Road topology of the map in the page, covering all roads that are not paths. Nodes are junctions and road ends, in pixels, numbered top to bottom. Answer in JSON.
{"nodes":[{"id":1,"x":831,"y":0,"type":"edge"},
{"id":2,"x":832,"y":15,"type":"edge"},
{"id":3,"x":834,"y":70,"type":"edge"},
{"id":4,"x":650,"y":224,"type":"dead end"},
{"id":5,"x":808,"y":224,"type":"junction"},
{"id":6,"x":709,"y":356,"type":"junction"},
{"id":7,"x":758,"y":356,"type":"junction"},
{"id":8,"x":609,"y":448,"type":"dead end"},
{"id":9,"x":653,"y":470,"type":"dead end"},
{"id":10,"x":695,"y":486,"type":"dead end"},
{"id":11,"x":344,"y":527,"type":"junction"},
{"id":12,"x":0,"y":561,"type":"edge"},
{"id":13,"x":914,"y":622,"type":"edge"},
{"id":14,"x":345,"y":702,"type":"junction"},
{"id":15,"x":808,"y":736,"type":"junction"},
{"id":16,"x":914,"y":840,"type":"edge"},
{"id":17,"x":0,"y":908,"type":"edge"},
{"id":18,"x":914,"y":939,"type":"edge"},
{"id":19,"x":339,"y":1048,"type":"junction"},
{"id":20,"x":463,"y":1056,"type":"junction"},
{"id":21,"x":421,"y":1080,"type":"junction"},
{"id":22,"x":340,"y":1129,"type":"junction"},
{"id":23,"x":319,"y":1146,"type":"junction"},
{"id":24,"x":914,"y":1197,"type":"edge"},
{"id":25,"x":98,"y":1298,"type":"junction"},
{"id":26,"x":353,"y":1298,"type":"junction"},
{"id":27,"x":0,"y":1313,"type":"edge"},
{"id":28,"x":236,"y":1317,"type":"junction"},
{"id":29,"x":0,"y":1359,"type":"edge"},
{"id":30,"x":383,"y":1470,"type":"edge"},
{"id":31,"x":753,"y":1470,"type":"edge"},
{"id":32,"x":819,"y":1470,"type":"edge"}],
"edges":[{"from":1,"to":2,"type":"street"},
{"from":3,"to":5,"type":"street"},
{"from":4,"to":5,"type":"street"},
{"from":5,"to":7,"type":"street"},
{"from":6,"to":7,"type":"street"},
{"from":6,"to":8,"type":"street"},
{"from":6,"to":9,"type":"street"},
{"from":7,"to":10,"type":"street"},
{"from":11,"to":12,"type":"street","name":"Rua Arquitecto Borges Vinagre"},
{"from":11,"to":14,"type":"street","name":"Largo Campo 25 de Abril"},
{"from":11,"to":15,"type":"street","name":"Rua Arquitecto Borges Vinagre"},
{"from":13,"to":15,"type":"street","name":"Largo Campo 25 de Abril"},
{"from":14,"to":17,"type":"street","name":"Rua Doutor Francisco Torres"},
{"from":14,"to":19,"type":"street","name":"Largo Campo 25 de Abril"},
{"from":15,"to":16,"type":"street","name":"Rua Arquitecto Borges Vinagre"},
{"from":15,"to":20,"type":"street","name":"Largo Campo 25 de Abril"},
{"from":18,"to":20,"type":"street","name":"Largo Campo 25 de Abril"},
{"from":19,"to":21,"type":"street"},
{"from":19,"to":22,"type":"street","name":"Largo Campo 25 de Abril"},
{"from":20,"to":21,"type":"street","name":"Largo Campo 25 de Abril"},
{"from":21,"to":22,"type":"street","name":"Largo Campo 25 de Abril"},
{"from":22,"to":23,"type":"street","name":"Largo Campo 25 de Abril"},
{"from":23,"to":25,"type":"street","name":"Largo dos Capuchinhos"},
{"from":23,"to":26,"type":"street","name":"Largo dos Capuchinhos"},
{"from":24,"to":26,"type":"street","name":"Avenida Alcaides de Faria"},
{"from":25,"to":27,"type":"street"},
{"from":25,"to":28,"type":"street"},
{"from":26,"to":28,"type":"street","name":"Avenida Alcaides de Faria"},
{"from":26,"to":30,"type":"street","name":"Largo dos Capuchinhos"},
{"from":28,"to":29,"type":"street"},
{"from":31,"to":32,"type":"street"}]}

* [EXERCISE BRIEF]:
Return all the data exactly as given.

* [RESPONSE BOX]:
Road topology of the map in the page, covering all roads that are not paths. Nodes are junctions and road ends, in pixels, numbered top to bottom. Answer in JSON.
{"nodes":[{"id":1,"x":831,"y":0,"type":"edge"},
{"id":2,"x":832,"y":15,"type":"edge"},
{"id":3,"x":834,"y":70,"type":"edge"},
{"id":4,"x":650,"y":224,"type":"dead end"},
{"id":5,"x":808,"y":224,"type":"junction"},
{"id":6,"x":709,"y":356,"type":"junction"},
{"id":7,"x":758,"y":356,"type":"junction"},
{"id":8,"x":609,"y":448,"type":"dead end"},
{"id":9,"x":653,"y":470,"type":"dead end"},
{"id":10,"x":695,"y":486,"type":"dead end"},
{"id":11,"x":344,"y":527,"type":"junction"},
{"id":12,"x":0,"y":561,"type":"edge"},
{"id":13,"x":914,"y":622,"type":"edge"},
{"id":14,"x":345,"y":702,"type":"junction"},
{"id":15,"x":808,"y":736,"type":"junction"},
{"id":16,"x":914,"y":840,"type":"edge"},
{"id":17,"x":0,"y":908,"type":"edge"},
{"id":18,"x":914,"y":939,"type":"edge"},
{"id":19,"x":339,"y":1048,"type":"junction"},
{"id":20,"x":463,"y":1056,"type":"junction"},
{"id":21,"x":421,"y":1080,"type":"junction"},
{"id":22,"x":340,"y":1129,"type":"junction"},
{"id":23,"x":319,"y":1146,"type":"junction"},
{"id":24,"x":914,"y":1197,"type":"edge"},
{"id":25,"x":98,"y":1298,"type":"junction"},
{"id":26,"x":353,"y":1298,"type":"junction"},
{"id":27,"x":0,"y":1313,"type":"edge"},
{"id":28,"x":236,"y":1317,"type":"junction"},
{"id":29,"x":0,"y":1359,"type":"edge"},
{"id":30,"x":383,"y":1470,"type":"edge"},
{"id":31,"x":753,"y":1470,"type":"edge"},
{"id":32,"x":819,"y":1470,"type":"edge"}],
"edges":[{"from":1,"to":2,"type":"street"},
{"from":3,"to":5,"type":"street"},
{"from":4,"to":5,"type":"street"},
{"from":5,"to":7,"type":"street"},
{"from":6,"to":7,"type":"street"},
{"from":6,"to":8,"type":"street"},
{"from":6,"to":9,"type":"street"},
{"from":7,"to":10,"type":"street"},
{"from":11,"to":12,"type":"street","name":"Rua Arquitecto Borges Vinagre"},
{"from":11,"to":14,"type":"street","name":"Largo Campo 25 de Abril"},
{"from":11,"to":15,"type":"street","name":"Rua Arquitecto Borges Vinagre"},
{"from":13,"to":15,"type":"street","name":"Largo Campo 25 de Abril"},
{"from":14,"to":17,"type":"street","name":"Rua Doutor Francisco Torres"},
{"from":14,"to":19,"type":"street","name":"Largo Campo 25 de Abril"},
{"from":15,"to":16,"type":"street","name":"Rua Arquitecto Borges Vinagre"},
{"from":15,"to":20,"type":"street","name":"Largo Campo 25 de Abril"},
{"from":18,"to":20,"type":"street","name":"Largo Campo 25 de Abril"},
{"from":19,"to":21,"type":"street"},
{"from":19,"to":22,"type":"street","name":"Largo Campo 25 de Abril"},
{"from":20,"to":21,"type":"street","name":"Largo Campo 25 de Abril"},
{"from":21,"to":22,"type":"street","name":"Largo Campo 25 de Abril"},
{"from":22,"to":23,"type":"street","name":"Largo Campo 25 de Abril"},
{"from":23,"to":25,"type":"street","name":"Largo dos Capuchinhos"},
{"from":23,"to":26,"type":"street","name":"Largo dos Capuchinhos"},
{"from":24,"to":26,"type":"street","name":"Avenida Alcaides de Faria"},
{"from":25,"to":27,"type":"street"},
{"from":25,"to":28,"type":"street"},
{"from":26,"to":28,"type":"street","name":"Avenida Alcaides de Faria"},
{"from":26,"to":30,"type":"street","name":"Largo dos Capuchinhos"},
{"from":28,"to":29,"type":"street"},
{"from":31,"to":32,"type":"street"}]}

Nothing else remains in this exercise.